Sénégal : adoptée en seconde leture, la réforme électorale désormais sur la table de Diomaye Faye
La porte-parole du gouvernement sénégalais a réagi ce samedi à l’adoption en seconde lecture, par l’Assemblée nationale, de la proposition de loi n°11/2026 portant modification des articles L.29 et L.30 du Code électoral, texte porté par le groupe parlementaire majoritaire Pastef-Les Patriotes.

SOMMAIRE

Cette seconde lecture avait été sollicitée par le président de la République Bassirou Diomaye Faye lui-même, après la transmission à la présidence de deux versions jugées contradictoires du texte initialement adopté le 28 avril par 128 voix pour et 11 contre. « Par lettre datée du 7 mai 2026, le président de la République a saisi l’Assemblée nationale d’une demande de seconde lecture », avait annoncé le président de l’institution parlementaire Malick Ndiaye. La Commission des lois avait ensuite validé la révision en commission avant qu’elle ne soit entérinée en plénière, le texte ne pouvant être adopté en seconde lecture qu’avec les trois cinquièmes, soit 99 des 165 membres de l’Assemblée, ayant voté en faveur.

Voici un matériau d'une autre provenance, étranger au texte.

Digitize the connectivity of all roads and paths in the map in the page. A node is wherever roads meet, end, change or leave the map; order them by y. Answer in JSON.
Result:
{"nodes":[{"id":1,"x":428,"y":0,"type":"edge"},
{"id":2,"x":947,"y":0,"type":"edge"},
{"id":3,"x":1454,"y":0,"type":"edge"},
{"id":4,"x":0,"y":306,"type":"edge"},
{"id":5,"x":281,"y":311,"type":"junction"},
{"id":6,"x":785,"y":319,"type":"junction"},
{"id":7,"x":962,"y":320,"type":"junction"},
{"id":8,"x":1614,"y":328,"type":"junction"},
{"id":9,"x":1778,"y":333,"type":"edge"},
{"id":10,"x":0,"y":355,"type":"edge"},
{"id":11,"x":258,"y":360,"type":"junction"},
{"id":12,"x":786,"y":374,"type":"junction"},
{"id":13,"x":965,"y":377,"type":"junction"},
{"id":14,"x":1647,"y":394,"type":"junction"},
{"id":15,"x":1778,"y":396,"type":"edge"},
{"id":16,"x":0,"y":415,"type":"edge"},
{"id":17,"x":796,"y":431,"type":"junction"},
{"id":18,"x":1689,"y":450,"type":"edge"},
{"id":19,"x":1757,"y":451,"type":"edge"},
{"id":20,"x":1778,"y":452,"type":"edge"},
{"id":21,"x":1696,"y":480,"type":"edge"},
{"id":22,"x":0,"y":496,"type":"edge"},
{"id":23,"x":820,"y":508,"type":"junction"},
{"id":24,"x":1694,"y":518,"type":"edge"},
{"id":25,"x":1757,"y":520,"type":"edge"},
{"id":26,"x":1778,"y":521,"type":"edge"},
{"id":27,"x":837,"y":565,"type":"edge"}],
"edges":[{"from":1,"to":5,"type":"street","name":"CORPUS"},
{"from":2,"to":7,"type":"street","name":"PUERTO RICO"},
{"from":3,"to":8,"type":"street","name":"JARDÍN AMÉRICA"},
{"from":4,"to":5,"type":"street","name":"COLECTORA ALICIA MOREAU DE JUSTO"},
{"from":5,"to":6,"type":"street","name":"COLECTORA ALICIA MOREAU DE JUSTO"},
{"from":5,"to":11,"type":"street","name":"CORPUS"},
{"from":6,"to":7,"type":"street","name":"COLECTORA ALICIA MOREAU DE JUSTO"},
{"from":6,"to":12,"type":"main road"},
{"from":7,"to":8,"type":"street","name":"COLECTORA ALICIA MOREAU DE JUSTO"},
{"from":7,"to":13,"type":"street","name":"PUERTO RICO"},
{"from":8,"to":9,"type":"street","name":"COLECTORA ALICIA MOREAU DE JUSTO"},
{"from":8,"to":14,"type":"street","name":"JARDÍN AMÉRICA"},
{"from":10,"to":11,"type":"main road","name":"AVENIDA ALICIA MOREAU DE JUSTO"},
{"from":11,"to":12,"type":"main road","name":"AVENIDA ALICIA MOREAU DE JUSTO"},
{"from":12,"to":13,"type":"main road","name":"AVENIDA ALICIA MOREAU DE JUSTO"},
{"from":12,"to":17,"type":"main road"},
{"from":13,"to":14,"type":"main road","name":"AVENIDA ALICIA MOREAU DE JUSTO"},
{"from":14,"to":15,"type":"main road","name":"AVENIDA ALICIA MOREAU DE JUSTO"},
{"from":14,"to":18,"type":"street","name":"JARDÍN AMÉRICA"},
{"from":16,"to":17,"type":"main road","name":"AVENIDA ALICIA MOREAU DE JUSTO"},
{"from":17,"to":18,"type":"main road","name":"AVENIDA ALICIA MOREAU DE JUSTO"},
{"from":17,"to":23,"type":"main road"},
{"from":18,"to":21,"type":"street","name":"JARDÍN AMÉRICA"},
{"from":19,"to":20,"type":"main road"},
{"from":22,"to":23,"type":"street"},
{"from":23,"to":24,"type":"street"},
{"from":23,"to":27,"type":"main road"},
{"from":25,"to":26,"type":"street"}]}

La réforme vise à modifier profondément les règles d’inéligibilité inscrites dans la loi électorale de 2021. L’article L.29 révisé limite désormais les cas d’exclusion des listes électorales aux seules infractions graves — corruption, détournement de deniers publics, enrichissement illicite, blanchiment de capitaux, faux et usage de faux —, en y ajoutant une durée maximale d’interdiction fixée à cinq ans à compter de l’expiration de la peine prononcée. L’article L.30, qui prévoyait l’inéligibilité automatique de toute personne condamnée à une amende supérieure à 200 000 FCFA, est purement et simplement abrogé. Surtout, la réforme introduit une clause de rétroactivité : les nouvelles dispositions s’appliquent également aux condamnations prononcées antérieurement à son entrée en vigueur.
Une loi « taillée sur mesure » pour Sonko, dénonce l’opposition
C’est précisément cette clause de rétroactivité qui concentre les critiques les plus virulentes de l’opposition. Plusieurs formations ont dénoncé un texte conçu pour lever les obstacles juridiques à la candidature du Premier ministre Ousmane Sonko à la présidentielle de 2029, lui qui avait été condamné dans plusieurs affaires judiciaires sous le régime de Macky Sall. « La réforme a pour but de clarifier les cas d’inéligibilité et de mettre fin à la possibilité d’éliminer des candidats pour des raisons politiques », avait rétorqué en plénière Ayib Daffé, président du groupe Pastef. De leur côté, les députés non-inscrits, bien qu’ayant renoncé à un recours, ont tenu à interpeller l’exécutif sur la méthode utilisée, notamment l’invocation d’une procédure d’urgence pour faire passer le texte. Thierno Alassane Sall, figure de l’opposition, avait quant à lui fermement rejeté le texte en plénière, appelant dans le même temps le gouvernement à revenir sur la loi d’amnistie adoptée en 2024.
Après son adoption en seconde lecture, la loi doit désormais être promulguée par le président Bassirou Diomaye Faye, à moins qu’une saisine du Conseil constitutionnel par l’opposition ne vienne en suspendre le processus. L’opposition avait en effet annoncé son intention de saisir le Conseil constitutionnel sur la question de la rétroactivité, estimant qu’elle rend caduques des condamnations judiciaires définitives, en violation des principes fondamentaux du droit. Pour le groupe Gas, proche d’Idrissa Seck, le texte voté en première lecture « transgresse » des principes constitutionnels intangibles et devra nécessairement faire l’objet d’un contrôle de constitutionnalité.